**Given data**.
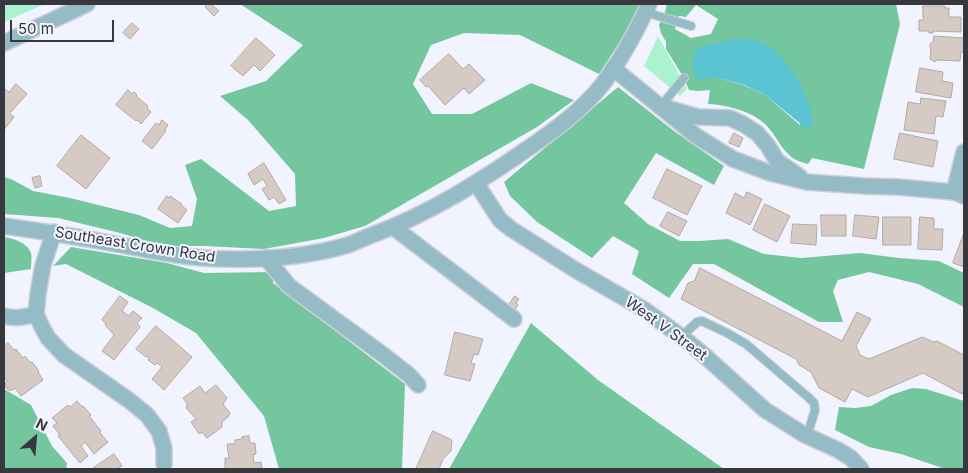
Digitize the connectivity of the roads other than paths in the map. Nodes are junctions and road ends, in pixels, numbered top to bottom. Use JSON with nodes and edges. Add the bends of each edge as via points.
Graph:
{"nodes":[{"id":1,"x":88,"y":4,"type":"edge"},
{"id":2,"x":647,"y":8,"type":"edge"},
{"id":3,"x":691,"y":26,"type":"dead end"},
{"id":4,"x":4,"y":43,"type":"edge"},
{"id":5,"x":614,"y":68,"type":"junction"},
{"id":6,"x":684,"y":78,"type":"dead end"},
{"id":7,"x":661,"y":106,"type":"junction"},
{"id":8,"x":964,"y":152,"type":"edge"},
{"id":9,"x":807,"y":182,"type":"junction"},
{"id":10,"x":476,"y":183,"type":"junction"},
{"id":11,"x":959,"y":194,"type":"edge"},
{"id":12,"x":4,"y":226,"type":"edge"},
{"id":13,"x":393,"y":227,"type":"junction"},
{"id":14,"x":54,"y":232,"type":"junction"},
{"id":15,"x":266,"y":258,"type":"junction"},
{"id":16,"x":36,"y":314,"type":"junction"},
{"id":17,"x":4,"y":316,"type":"edge"},
{"id":18,"x":514,"y":319,"type":"dead end"},
{"id":19,"x":682,"y":337,"type":"junction"},
{"id":20,"x":418,"y":385,"type":"dead end"},
{"id":21,"x":807,"y":436,"type":"junction"},
{"id":22,"x":164,"y":464,"type":"dead end"},
{"id":23,"x":861,"y":469,"type":"edge"}],
"edges":[{"from":1,"to":4,"type":"street"},
{"from":2,"to":3,"type":"lane"},
{"from":2,"to":5,"type":"street","name":"Southeast Crown Road"},
{"from":5,"to":7,"type":"street"},
{"from":5,"to":10,"type":"street","name":"Southeast Crown Road","via":[[582,107],[555,130]]},
{"from":6,"to":7,"type":"lane"},
{"from":7,"to":9,"type":"street","via":[[696,136],[733,158],[770,173]]},
{"from":7,"to":9,"type":"street","via":[[698,117],[730,118],[743,124],[757,133],[777,161]]},
{"from":8,"to":11,"type":"street"},
{"from":9,"to":11,"type":"street"},
{"from":10,"to":13,"type":"street","name":"Southeast Crown Road"},
{"from":10,"to":19,"type":"street","name":"West V Street","via":[[500,220],[511,229],[644,310]]},
{"from":12,"to":14,"type":"street","name":"Southeast Crown Road"},
{"from":13,"to":15,"type":"street","name":"Southeast Crown Road","via":[[348,245]]},
{"from":13,"to":18,"type":"street"},
{"from":14,"to":15,"type":"street","name":"Southeast Crown Road","via":[[181,255]]},
{"from":14,"to":16,"type":"street","via":[[43,265]]},
{"from":15,"to":20,"type":"street","via":[[289,286],[382,354]]},
{"from":16,"to":17,"type":"street","via":[[13,318]]},
{"from":16,"to":22,"type":"street","via":[[56,348],[147,415],[164,448]]},
{"from":19,"to":21,"type":"street","name":"West V Street","via":[[765,410]]},
{"from":19,"to":21,"type":"lane","via":[[697,322],[702,322],[746,344],[814,403]]},
{"from":21,"to":23,"type":"street","name":"West V Street","via":[[838,450]]}]}
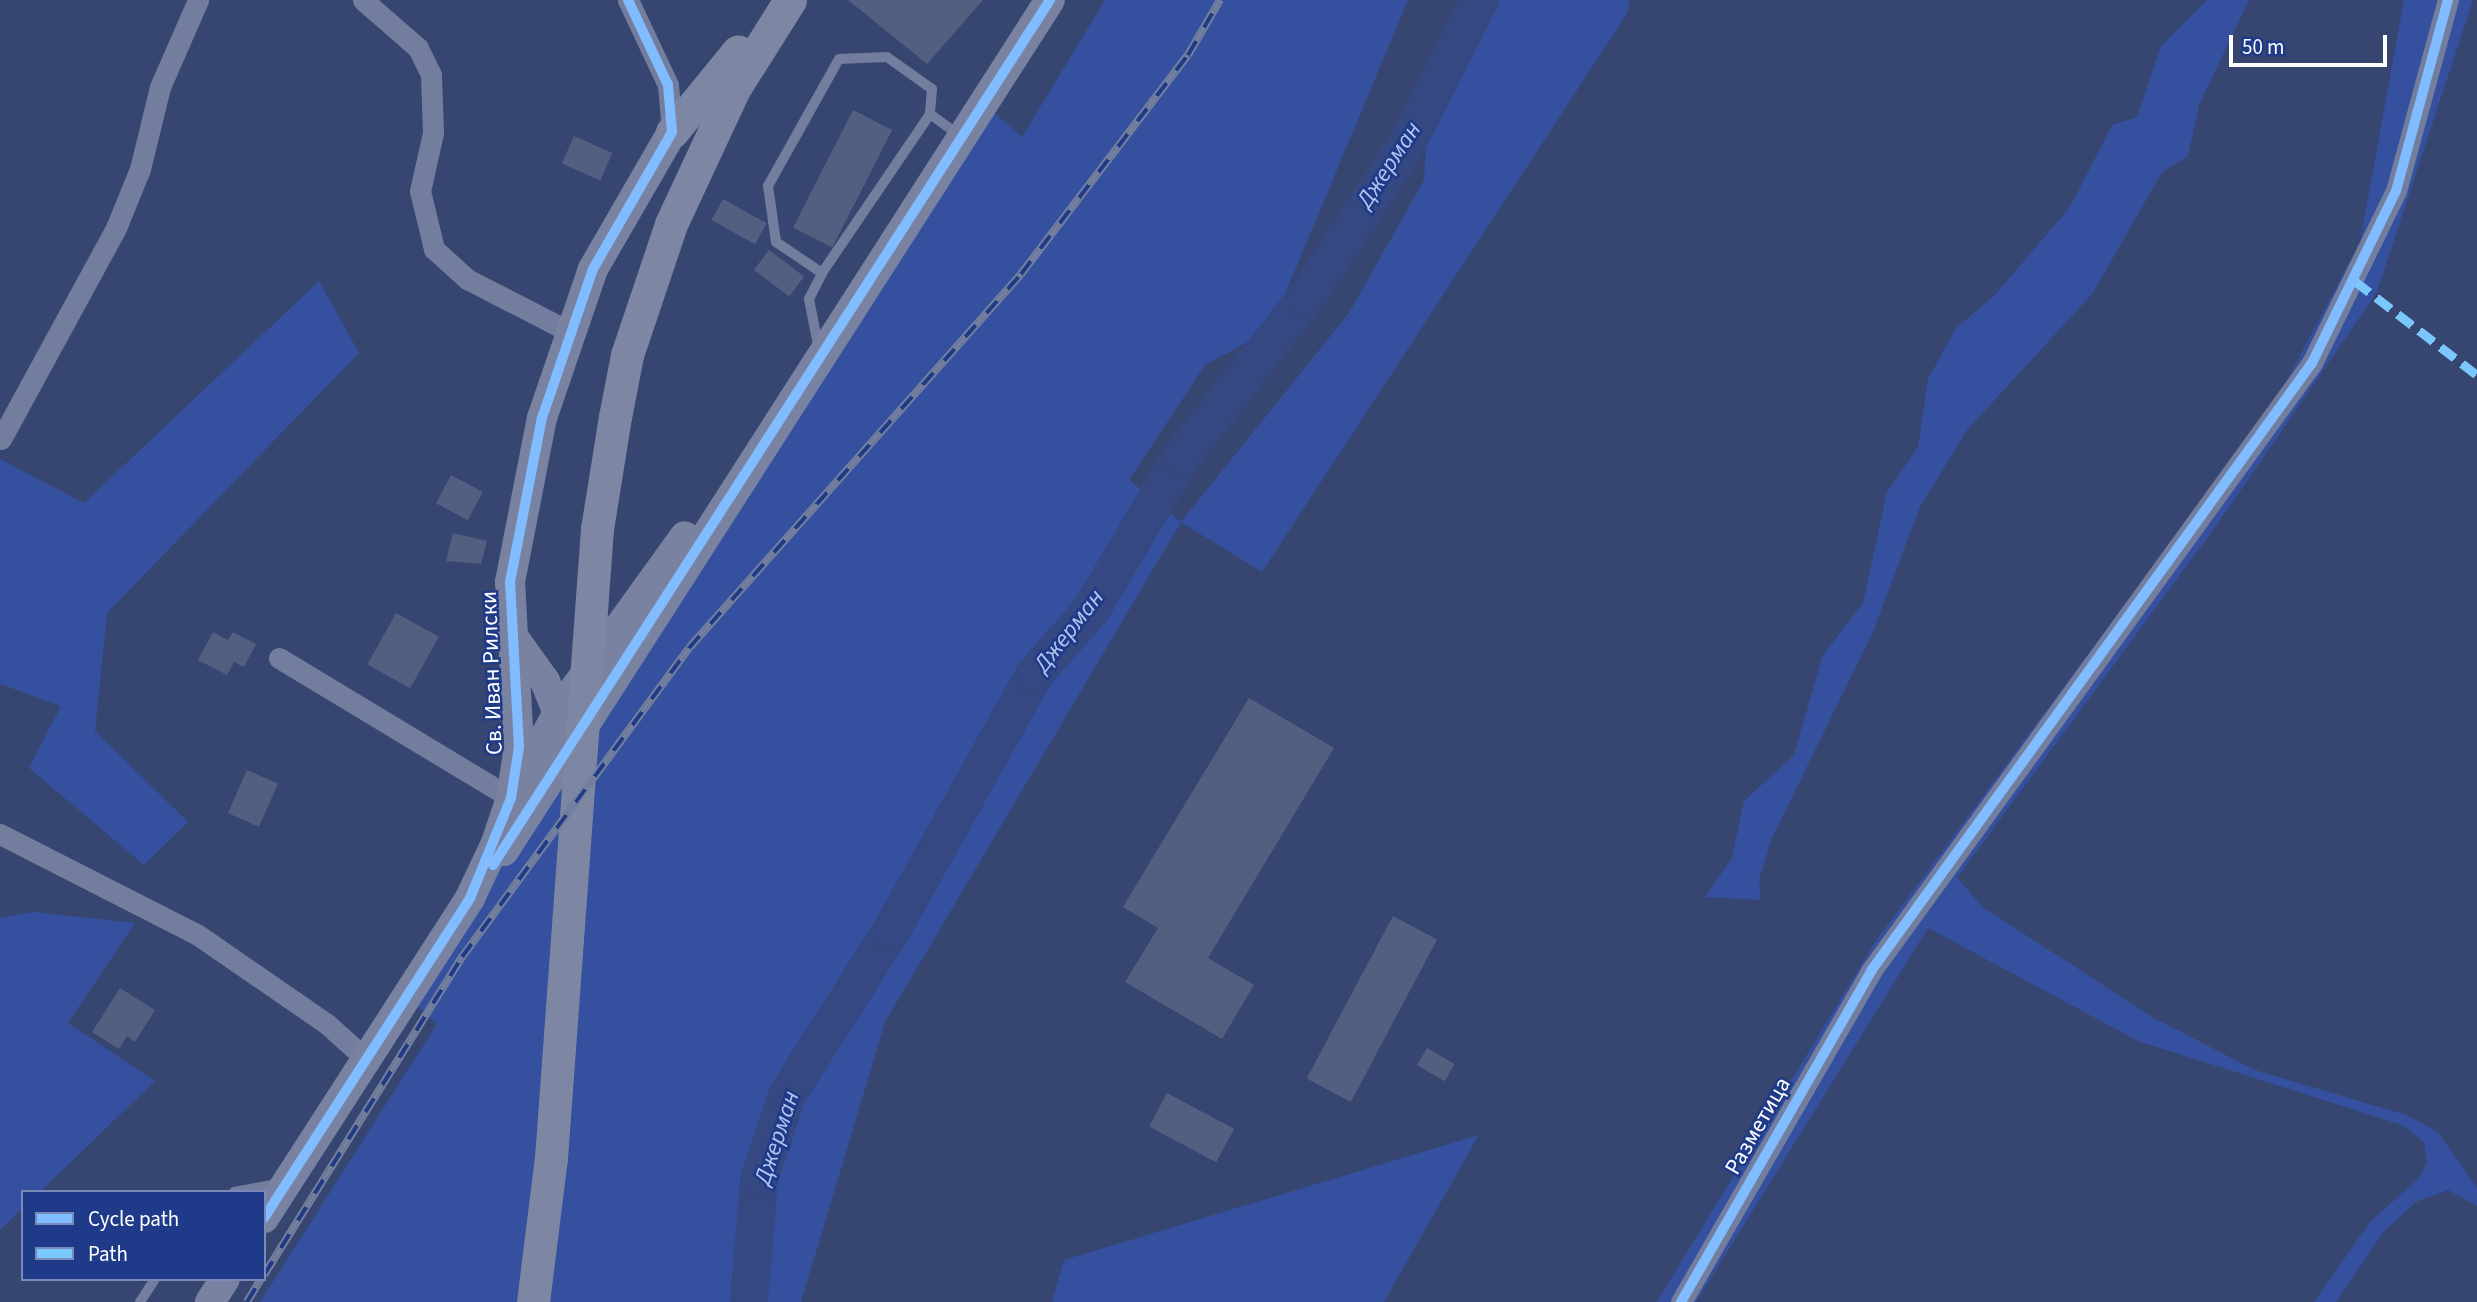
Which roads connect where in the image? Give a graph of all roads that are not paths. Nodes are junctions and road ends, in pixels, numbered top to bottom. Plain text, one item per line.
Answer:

**Requirement**. The answer is every line of the data, exactly as written, with the pictures dropped.

**The answer**.
Digitize the connectivity of the roads other than paths in the map. Nodes are junctions and road ends, in pixels, numbered top to bottom. Use JSON with nodes and edges. Add the bends of each edge as via points.
Graph:
{"nodes":[{"id":1,"x":88,"y":4,"type":"edge"},
{"id":2,"x":647,"y":8,"type":"edge"},
{"id":3,"x":691,"y":26,"type":"dead end"},
{"id":4,"x":4,"y":43,"type":"edge"},
{"id":5,"x":614,"y":68,"type":"junction"},
{"id":6,"x":684,"y":78,"type":"dead end"},
{"id":7,"x":661,"y":106,"type":"junction"},
{"id":8,"x":964,"y":152,"type":"edge"},
{"id":9,"x":807,"y":182,"type":"junction"},
{"id":10,"x":476,"y":183,"type":"junction"},
{"id":11,"x":959,"y":194,"type":"edge"},
{"id":12,"x":4,"y":226,"type":"edge"},
{"id":13,"x":393,"y":227,"type":"junction"},
{"id":14,"x":54,"y":232,"type":"junction"},
{"id":15,"x":266,"y":258,"type":"junction"},
{"id":16,"x":36,"y":314,"type":"junction"},
{"id":17,"x":4,"y":316,"type":"edge"},
{"id":18,"x":514,"y":319,"type":"dead end"},
{"id":19,"x":682,"y":337,"type":"junction"},
{"id":20,"x":418,"y":385,"type":"dead end"},
{"id":21,"x":807,"y":436,"type":"junction"},
{"id":22,"x":164,"y":464,"type":"dead end"},
{"id":23,"x":861,"y":469,"type":"edge"}],
"edges":[{"from":1,"to":4,"type":"street"},
{"from":2,"to":3,"type":"lane"},
{"from":2,"to":5,"type":"street","name":"Southeast Crown Road"},
{"from":5,"to":7,"type":"street"},
{"from":5,"to":10,"type":"street","name":"Southeast Crown Road","via":[[582,107],[555,130]]},
{"from":6,"to":7,"type":"lane"},
{"from":7,"to":9,"type":"street","via":[[696,136],[733,158],[770,173]]},
{"from":7,"to":9,"type":"street","via":[[698,117],[730,118],[743,124],[757,133],[777,161]]},
{"from":8,"to":11,"type":"street"},
{"from":9,"to":11,"type":"street"},
{"from":10,"to":13,"type":"street","name":"Southeast Crown Road"},
{"from":10,"to":19,"type":"street","name":"West V Street","via":[[500,220],[511,229],[644,310]]},
{"from":12,"to":14,"type":"street","name":"Southeast Crown Road"},
{"from":13,"to":15,"type":"street","name":"Southeast Crown Road","via":[[348,245]]},
{"from":13,"to":18,"type":"street"},
{"from":14,"to":15,"type":"street","name":"Southeast Crown Road","via":[[181,255]]},
{"from":14,"to":16,"type":"street","via":[[43,265]]},
{"from":15,"to":20,"type":"street","via":[[289,286],[382,354]]},
{"from":16,"to":17,"type":"street","via":[[13,318]]},
{"from":16,"to":22,"type":"street","via":[[56,348],[147,415],[164,448]]},
{"from":19,"to":21,"type":"street","name":"West V Street","via":[[765,410]]},
{"from":19,"to":21,"type":"lane","via":[[697,322],[702,322],[746,344],[814,403]]},
{"from":21,"to":23,"type":"street","name":"West V Street","via":[[838,450]]}]}
Which roads connect where in the image? Give a graph of all roads that are not paths. Nodes are junctions and road ends, in pixels, numbered top to bottom. Plain text, one item per line.
Answer:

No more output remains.